Kevin Lennon’s Herbert Morrison is an excellent mix of political strategy and marital perfidy. At one moment, he produces the most ironic laugh of the night with this line: "as deputy Prime Minister, people expect me to set a moral example’. The play strikes other contemporary chords as well, not least with the current antics of a certain Mr. Putin.

Sandy Batchelor’s Russian spy Otto (like Morrison, at one time Ellen’s lover) Helen Katama as sister Annie, Jim Kitson as Jarrow stalwart David, Churchill et al, Laura Evelyn as Ellen’s compatriot Isabel and others and Mercedes Assad complete the impressive ensemble.
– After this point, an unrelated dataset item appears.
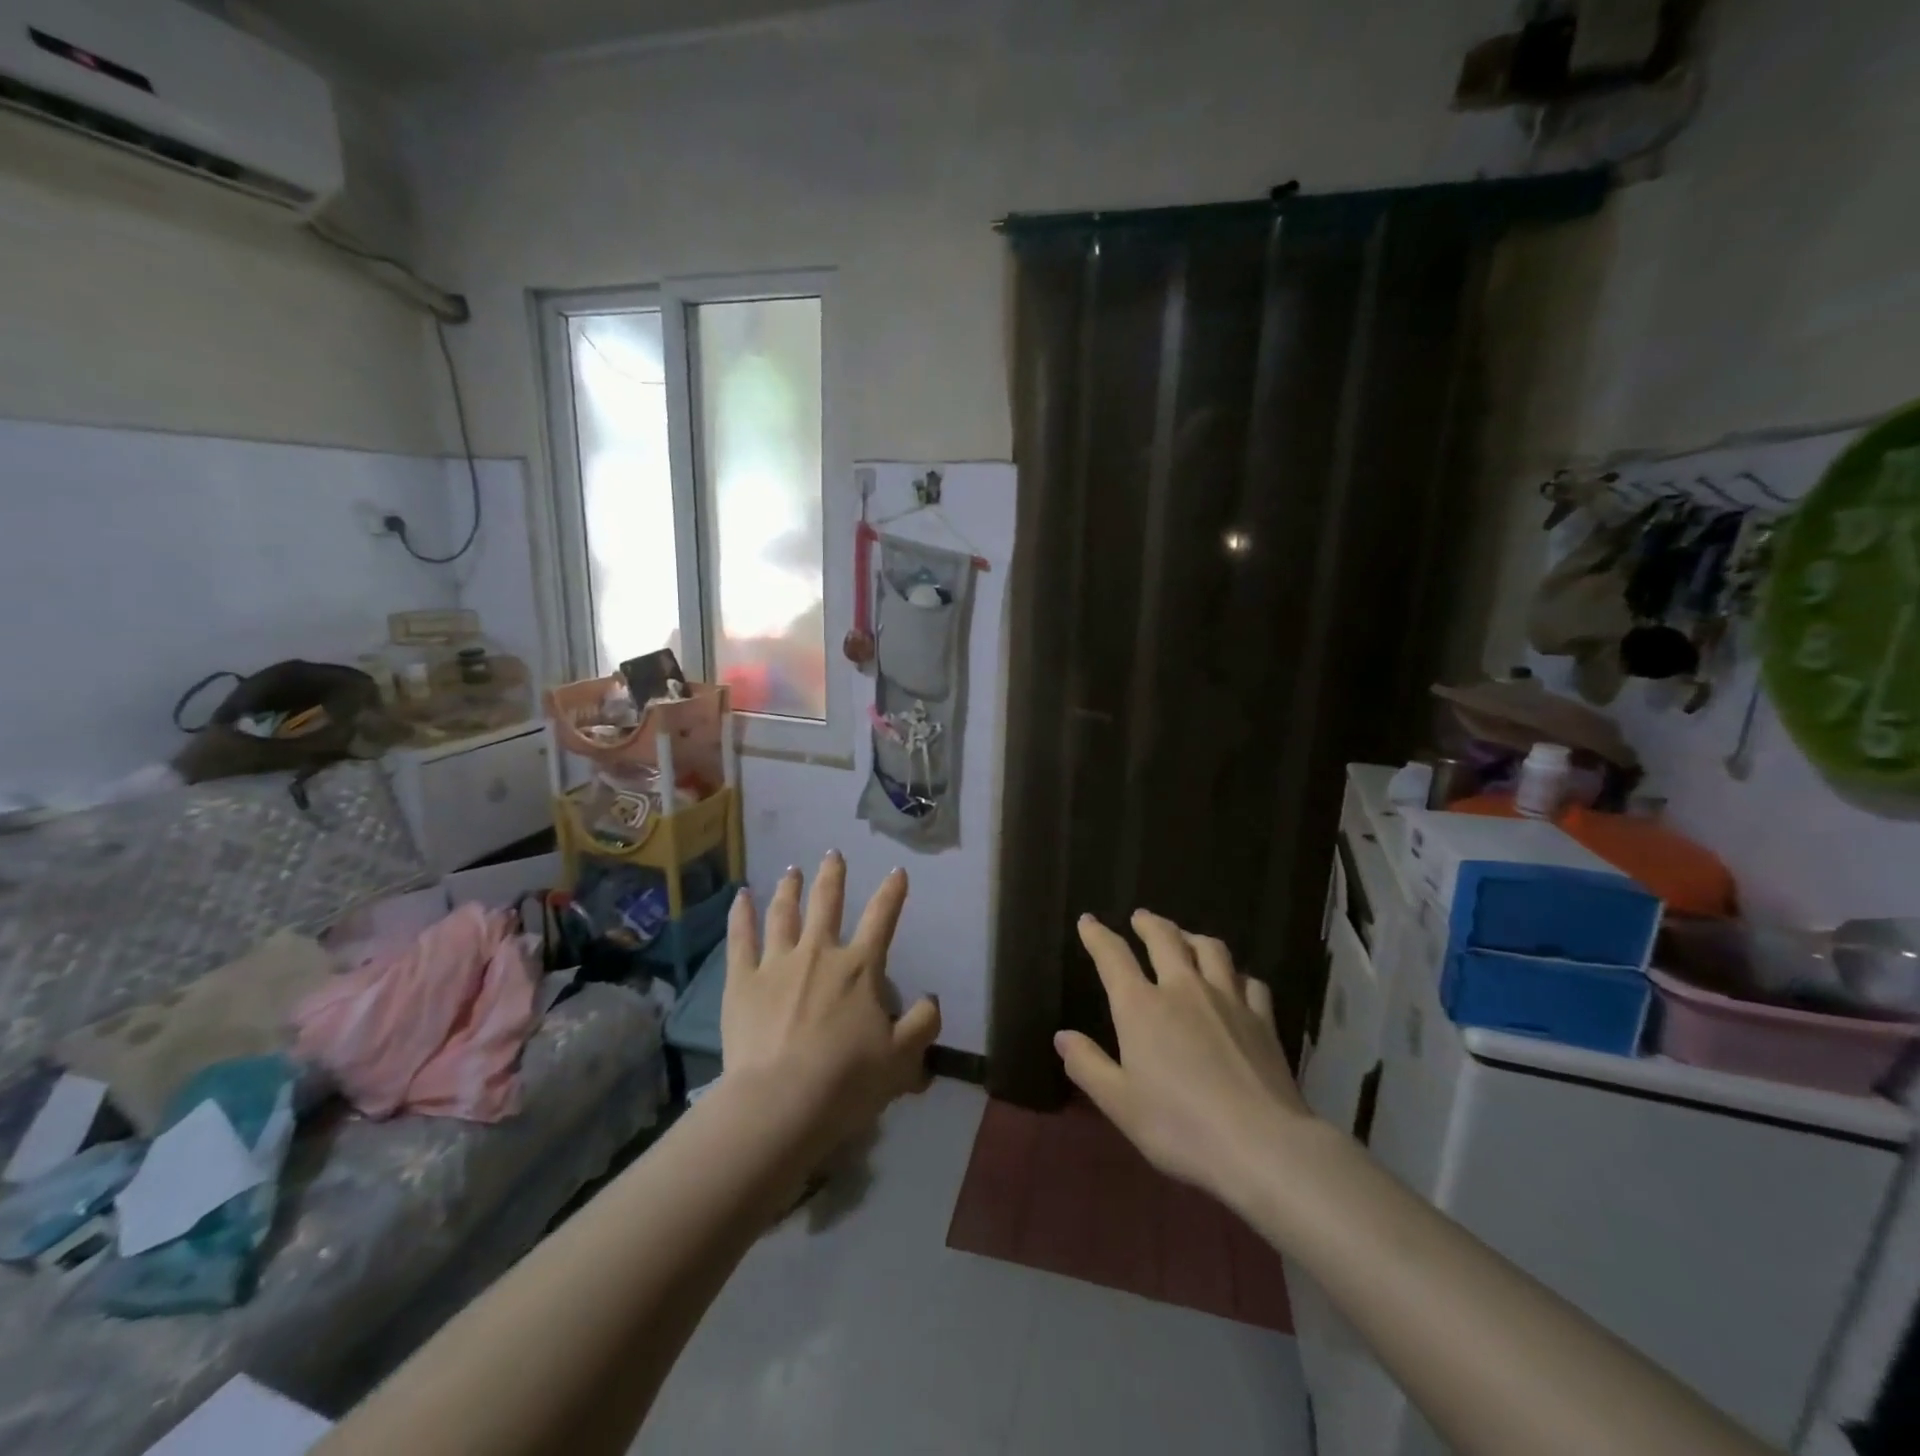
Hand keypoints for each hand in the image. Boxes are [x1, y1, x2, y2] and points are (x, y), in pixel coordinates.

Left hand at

Kai Fischer’s lighting design is highly atmospheric and a word for the role of movement director (not a credit I’d previously seen). It’s Patricia Suarez and it’s all fluid stuff. There’s enough smoking on stage to suggest sponsorship from Imperial Tobacco. Ellen puffs away throughout, though clearly she’s not a natural (if that’s the word).

Certain anachonisms slip in. The word chalkboard was certainly not in use in the '30s, nor I suspect was the phrase ‘conspiracy theory’.

Ellen Wilkinson’s personal diaries were destroyed after her death, making the author’s task more daunting (Bird worked for six years on the script). As she writes in the programme notes, "another writer would have written a different play about Ellen Wilkinson—there are so many Ellens to choose from." I’ll settle for the version from Caroline Bird.

The production is from Northern Stage, Royal Lyceum, Edinburgh, Nottingham Playhouse and York Theatre Royal. It later tours to the last three as well. That’s four companies bringing out a single play where in yesteryear it would have probably have needed only one. Quite a reduction and a sign of the times.